On the other hand, with the PLED element, it has been found that when using polyaniline-type materials (see, for example, Non-patent Documents 2 and 3) and polythiophene-type materials (see, for example, Non-patent Document 4) as a hole transport layer (buffer layer), similar effects are obtained.
It has also been found that when using, at a cathode side, metal oxides (see, for example, Non-patent Document 5), metal halides (see, for example, Non-patent Document 6), and metal complexes (see, for example, Non-patent Document 7) as an electron injection layer, initial characteristics can be improved. These charge injection layer and buffer layer have now been in general use.

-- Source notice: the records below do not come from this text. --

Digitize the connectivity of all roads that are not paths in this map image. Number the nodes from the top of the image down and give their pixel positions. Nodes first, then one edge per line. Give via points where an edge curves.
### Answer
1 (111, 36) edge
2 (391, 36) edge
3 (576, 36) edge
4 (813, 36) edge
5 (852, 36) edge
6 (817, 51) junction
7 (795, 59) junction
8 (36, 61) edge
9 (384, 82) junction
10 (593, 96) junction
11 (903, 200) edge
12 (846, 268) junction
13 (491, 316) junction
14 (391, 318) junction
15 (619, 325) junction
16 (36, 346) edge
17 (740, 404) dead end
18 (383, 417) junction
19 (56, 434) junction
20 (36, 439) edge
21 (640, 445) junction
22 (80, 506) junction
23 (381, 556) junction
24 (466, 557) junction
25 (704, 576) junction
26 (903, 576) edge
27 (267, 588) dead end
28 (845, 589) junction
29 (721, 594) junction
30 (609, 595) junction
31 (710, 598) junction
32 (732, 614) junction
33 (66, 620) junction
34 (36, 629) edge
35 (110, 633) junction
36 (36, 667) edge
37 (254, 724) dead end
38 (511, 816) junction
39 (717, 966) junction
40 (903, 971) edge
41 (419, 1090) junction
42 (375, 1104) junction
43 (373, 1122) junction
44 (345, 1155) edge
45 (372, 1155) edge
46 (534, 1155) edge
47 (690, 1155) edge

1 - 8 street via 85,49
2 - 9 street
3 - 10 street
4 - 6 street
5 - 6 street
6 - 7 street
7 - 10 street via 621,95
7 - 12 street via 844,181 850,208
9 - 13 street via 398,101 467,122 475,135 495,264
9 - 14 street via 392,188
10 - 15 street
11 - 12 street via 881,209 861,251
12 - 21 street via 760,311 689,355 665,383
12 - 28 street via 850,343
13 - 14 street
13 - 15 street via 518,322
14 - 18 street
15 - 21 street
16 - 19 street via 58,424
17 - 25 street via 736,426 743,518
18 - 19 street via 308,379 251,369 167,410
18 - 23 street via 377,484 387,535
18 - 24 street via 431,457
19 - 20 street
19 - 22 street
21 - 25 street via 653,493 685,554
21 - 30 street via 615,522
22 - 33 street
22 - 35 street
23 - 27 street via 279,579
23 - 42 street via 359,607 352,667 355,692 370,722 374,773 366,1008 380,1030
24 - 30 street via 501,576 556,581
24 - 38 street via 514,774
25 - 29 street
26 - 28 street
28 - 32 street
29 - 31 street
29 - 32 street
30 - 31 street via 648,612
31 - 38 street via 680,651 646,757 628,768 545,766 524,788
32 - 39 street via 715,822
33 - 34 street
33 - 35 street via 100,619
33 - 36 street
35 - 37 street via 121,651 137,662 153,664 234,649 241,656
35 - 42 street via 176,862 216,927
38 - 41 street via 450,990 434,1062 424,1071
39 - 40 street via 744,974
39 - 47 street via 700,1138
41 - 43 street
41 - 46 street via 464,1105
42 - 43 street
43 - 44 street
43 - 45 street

In recent years, a charge transporting vanish in the form of an organic solution using a low-molecular-weight oligoaniline-type material has been discovered, and it has now been appreciated that excellent EL element characteristics are shown when inserting a hole injection layer obtained by use of the varnish into an EL element (see, for example, Patent Document 1).
A vacuum deposition material has been widely used as a hole injection material for OLED elements. The problems involved in the vacuum deposition material reside in that they are in an amorphous solid and should have diverse characteristic properties such as sublimability, high heat resistance, and appropriate ionization potential (hereinafter abbreviated as Ip), and thus, limitation is place on the type of material.
Since a vacuum deposition material is difficult to dope, high charge transportability is unlikely to be shown with the film obtained by a vacuum deposition method, with a difficulty in increasing a charge injection efficiency. Moreover, CuPC used as a hole injection material is very irregular in shape and is thus disadvantageous in that when the material is incorporated into other organic layers of an EL element in small amounts, characteristics lower.
Although conjugated oligomers or polymers are materials having high charge transportability, most of them are so low in solubility that it is difficult to prepare a varnish and thus, film formation thereof is possible only by a vacuum deposition method. Particularly, in non-substituted thiophene oligomers, molecules each combined more than four subunits are mostly insoluble in every solvents.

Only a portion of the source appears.